Determine how many lines of the records include "dead", and answer with the number alone.

*** Opening Extracted records ***

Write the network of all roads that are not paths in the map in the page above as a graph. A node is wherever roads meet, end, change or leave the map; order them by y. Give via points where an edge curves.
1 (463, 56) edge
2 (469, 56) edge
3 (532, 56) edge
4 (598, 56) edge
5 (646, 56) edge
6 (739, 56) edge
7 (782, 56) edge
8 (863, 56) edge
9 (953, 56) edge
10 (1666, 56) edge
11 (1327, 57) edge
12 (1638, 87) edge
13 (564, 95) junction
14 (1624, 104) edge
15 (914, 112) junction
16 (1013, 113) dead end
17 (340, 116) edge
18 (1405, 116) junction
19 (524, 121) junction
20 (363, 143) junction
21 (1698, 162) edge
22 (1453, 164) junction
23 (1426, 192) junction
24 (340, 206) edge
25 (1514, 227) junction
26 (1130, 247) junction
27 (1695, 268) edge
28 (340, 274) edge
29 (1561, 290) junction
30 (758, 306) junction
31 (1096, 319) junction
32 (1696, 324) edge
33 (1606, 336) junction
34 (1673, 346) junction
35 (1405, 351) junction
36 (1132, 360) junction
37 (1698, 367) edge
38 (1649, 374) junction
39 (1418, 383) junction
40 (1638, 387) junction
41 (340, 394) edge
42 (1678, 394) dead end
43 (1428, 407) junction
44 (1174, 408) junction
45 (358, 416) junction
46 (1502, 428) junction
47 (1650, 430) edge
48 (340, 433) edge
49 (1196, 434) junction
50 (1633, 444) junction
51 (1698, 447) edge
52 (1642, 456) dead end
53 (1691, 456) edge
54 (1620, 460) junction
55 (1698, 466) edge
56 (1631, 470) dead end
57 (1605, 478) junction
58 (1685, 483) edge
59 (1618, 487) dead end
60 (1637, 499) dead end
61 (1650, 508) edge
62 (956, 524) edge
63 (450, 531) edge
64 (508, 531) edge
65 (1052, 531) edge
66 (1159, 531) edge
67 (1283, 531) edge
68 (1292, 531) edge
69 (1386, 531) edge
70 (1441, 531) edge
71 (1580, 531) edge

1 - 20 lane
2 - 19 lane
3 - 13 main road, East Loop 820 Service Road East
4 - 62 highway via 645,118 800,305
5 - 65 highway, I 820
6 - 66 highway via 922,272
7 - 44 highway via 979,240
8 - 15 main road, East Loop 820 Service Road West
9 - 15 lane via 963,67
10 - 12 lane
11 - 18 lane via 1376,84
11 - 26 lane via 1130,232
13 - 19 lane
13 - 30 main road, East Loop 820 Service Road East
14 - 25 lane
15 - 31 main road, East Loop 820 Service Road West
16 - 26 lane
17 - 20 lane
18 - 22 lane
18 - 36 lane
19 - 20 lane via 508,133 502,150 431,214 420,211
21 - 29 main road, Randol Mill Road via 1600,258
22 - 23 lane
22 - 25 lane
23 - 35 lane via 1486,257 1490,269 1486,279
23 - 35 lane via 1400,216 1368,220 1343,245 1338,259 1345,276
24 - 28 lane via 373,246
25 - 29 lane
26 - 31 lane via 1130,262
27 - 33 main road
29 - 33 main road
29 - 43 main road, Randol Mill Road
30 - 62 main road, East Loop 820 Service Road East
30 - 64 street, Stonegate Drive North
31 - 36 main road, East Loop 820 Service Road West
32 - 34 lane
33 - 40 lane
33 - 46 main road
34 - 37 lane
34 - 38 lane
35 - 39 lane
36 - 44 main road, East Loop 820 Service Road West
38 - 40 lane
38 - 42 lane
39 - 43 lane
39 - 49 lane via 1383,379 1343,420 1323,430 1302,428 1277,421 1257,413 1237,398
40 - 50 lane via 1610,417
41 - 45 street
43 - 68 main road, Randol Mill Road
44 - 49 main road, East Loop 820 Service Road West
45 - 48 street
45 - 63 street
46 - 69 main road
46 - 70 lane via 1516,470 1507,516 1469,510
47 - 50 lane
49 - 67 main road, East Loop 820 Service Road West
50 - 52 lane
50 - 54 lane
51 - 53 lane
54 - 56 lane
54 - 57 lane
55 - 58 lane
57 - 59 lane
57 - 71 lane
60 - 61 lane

*** Closing Extracted records ***

▶ Result for this task: 6